During the course of my browsing for track plans, I did run across one particular book that I found quite inspiring - "Model Railroading in Small Spaces" by Mat Chibarro (Kalmbach Publishing). It's packed with tons of good ideas for making the most of minimal layout space. Among its plans was one that might be adapted to fit with my theme.

I broke out my Marklin track 'game' and went to work on this folded loop track with a siding and several spurs. At first glance, the plan looked good. I could almost visualize the mountains, waterfall, and the village clustered on the riverbank. There was just one concern - the incline. In order for the track to loop over itself within the 2' by 4' layout, it had to rise at a grade of almost 4%. This may be fine in HO and N, but I soon discovered from the experts at the Z Scale Forum, that it could be problematic for my tiny Marklin steam locos. The almost unanimous opinion seemed to be that 2% was about the maximum grade for Z scale, unless you're feeling extremely reckless.This being my first foray in Z scale modelling, their advice caused me to re-think my plan. So, it was back to the drawing board.

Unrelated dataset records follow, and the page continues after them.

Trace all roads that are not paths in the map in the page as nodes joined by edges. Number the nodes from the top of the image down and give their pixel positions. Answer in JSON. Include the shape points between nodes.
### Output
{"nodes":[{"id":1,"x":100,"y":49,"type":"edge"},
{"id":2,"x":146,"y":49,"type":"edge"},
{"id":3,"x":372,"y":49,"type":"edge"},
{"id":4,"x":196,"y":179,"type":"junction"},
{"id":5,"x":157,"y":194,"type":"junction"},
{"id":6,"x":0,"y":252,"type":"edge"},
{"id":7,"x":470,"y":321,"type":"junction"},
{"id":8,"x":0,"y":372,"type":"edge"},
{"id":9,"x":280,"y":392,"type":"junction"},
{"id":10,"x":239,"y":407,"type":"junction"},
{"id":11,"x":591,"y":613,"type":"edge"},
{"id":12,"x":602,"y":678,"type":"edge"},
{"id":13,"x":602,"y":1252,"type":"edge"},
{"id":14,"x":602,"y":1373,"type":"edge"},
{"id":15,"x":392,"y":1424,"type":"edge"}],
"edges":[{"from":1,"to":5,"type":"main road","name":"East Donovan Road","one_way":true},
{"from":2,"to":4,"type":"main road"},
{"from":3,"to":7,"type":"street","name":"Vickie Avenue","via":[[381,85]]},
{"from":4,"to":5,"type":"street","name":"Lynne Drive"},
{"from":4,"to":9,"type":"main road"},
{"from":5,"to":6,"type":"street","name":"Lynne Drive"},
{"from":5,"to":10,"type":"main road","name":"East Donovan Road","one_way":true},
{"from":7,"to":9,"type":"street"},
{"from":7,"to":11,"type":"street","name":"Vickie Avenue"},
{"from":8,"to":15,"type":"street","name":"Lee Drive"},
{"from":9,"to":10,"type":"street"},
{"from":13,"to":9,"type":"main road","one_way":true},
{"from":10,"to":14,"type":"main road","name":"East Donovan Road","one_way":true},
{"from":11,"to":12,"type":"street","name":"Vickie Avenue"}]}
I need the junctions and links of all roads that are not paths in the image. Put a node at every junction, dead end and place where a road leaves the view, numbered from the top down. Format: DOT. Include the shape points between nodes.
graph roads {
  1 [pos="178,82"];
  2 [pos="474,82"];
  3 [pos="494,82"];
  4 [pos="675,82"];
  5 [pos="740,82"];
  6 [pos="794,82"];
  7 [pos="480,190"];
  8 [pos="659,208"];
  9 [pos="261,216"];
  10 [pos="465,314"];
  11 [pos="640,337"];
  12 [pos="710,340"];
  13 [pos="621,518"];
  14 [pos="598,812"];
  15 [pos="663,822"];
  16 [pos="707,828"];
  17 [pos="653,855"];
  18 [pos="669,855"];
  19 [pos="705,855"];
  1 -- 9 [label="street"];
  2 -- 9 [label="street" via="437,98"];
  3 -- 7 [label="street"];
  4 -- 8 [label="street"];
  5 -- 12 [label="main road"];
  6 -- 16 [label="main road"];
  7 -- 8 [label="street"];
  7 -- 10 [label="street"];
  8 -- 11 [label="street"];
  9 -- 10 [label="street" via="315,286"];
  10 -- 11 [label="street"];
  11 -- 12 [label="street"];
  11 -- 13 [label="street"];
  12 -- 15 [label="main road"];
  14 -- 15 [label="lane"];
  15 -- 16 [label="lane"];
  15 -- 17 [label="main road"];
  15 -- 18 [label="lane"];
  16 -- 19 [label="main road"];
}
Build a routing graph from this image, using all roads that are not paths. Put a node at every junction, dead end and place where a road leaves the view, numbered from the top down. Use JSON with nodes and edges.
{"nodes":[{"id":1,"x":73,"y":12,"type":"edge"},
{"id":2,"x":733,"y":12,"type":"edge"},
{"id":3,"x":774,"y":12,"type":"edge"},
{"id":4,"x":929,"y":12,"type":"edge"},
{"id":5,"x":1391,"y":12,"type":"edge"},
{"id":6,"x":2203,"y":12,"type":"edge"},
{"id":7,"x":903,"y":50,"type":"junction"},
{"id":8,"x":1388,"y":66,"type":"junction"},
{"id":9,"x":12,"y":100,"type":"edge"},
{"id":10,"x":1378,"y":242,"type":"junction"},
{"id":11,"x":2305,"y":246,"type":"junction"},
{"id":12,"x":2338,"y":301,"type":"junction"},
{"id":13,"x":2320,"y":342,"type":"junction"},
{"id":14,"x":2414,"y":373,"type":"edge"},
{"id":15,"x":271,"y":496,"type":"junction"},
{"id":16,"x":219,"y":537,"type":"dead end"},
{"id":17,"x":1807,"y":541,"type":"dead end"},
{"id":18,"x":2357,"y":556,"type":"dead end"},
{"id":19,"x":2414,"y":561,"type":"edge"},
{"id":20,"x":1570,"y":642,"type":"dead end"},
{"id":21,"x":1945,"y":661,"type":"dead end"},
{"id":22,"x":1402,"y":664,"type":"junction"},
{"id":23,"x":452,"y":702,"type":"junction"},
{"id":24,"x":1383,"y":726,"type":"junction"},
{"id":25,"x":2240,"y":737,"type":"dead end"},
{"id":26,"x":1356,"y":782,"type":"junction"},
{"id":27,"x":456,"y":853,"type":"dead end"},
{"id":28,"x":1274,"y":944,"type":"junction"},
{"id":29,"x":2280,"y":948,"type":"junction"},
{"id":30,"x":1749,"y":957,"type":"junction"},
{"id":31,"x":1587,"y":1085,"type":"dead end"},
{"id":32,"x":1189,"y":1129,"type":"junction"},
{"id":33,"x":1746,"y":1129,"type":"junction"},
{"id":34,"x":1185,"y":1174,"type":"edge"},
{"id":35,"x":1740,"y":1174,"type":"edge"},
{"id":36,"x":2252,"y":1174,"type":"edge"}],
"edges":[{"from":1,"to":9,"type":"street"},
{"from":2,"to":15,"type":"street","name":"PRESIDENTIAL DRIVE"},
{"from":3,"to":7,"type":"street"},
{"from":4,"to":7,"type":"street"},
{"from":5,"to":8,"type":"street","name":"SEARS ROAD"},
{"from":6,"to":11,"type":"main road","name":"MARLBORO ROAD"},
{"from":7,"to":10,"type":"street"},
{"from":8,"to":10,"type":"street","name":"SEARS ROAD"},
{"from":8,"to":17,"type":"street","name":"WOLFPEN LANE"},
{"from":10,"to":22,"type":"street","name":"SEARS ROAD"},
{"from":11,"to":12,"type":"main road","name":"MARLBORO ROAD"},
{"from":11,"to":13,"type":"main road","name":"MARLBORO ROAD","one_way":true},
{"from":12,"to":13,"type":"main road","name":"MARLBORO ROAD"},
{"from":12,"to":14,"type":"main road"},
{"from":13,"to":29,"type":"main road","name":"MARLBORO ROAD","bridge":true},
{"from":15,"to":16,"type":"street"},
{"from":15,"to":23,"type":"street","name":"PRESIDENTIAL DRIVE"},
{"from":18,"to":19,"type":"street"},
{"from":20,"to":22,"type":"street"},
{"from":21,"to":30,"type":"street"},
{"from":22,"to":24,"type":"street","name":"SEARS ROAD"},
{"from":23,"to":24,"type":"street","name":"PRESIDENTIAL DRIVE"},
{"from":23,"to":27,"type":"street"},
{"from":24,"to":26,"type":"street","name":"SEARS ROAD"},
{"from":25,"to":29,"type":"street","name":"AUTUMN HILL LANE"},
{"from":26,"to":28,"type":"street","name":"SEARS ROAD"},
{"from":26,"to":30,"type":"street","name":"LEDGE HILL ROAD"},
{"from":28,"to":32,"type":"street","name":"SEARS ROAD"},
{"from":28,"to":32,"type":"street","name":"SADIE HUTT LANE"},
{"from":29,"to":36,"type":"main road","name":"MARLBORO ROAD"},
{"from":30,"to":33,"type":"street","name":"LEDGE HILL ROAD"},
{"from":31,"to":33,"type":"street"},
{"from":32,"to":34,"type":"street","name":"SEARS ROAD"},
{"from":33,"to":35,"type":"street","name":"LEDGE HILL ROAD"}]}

Click for a larger version of Track Plan 2.
track_plan_2.jpg

Having established that I do want to combine some continuous running with shunting operations, I came up with this second plan. Having a connected double loop allows enough variety to give the illusion of a longer run. I still managed to keep the spurs for a couple of small industries. And with some slightly exaggerated landscape contours, I thought I could create a sense of a mountainous region, while keeping the tracks perfectly horizontal.

This plan also allowed me a fair amount of space to indulge in a reasonably ambitious town scene. The town of Meiringen would sit in the center, while the railroad meanders through the mountains on the northwest (see the photos link for Track Plan 2). The Reichenbach Falls would be located at the northern tip of the mountains, crashing into a gorge that feeds a nearby river.

Despite the fact I had talked myself into settling for plan 2, I spent several months combing the web and talking with other Z scalers about their layouts to try and avoid major errors in designing my own. I kept coming back to the realization that, of the two plans I have been considering, the one that appeals to me most is plan 1 – the folded dog bone. It allows for more variation in continuous running, since the train doesn’t appear to be simply going in circles (although, technically, it is). And the over-under aspect adds to the interest. Besides, I had, by this time, seen several other small Z layouts that successfully used gradients in a figure-8.

 

While the second plan might prove simpler, in that there’s no need for a gradient, there’s only so much you can do to disguise the fact that it is simply a loop.

 

The clincher was when I made some tests to see whether my small European steam locos would be able to handle the required gradient and still pull a consist. The tests were by no means scientific or complex! I just took my test track loop mounted on its board and added a little height to one end with some magazines. I kept increasing the slope until I reached the degree that I’d need on my layout, and then I let the trains run a while to see if they encountered any difficulty. Since they were pulling short consists typical of a local line, they performed fine. The test was a success, and the decision was made – after almost two years and a few minor tweaks, plan 1 got the official seal of approval!

 

The town of Meiringen will still sit in the middle of the layout and the Reichenback Falls have now been relocated to the northeast, feeding a river flowing south.

 

The moral of my story:

Don't rush this part of the process! Let your options sit a while. Come back to them later and see if you're still drawn to one design or another. Weigh the pros and cons. Test the cons. Can the problems be overcome? If so, go with the plan you really want, even though it may be more of a challange.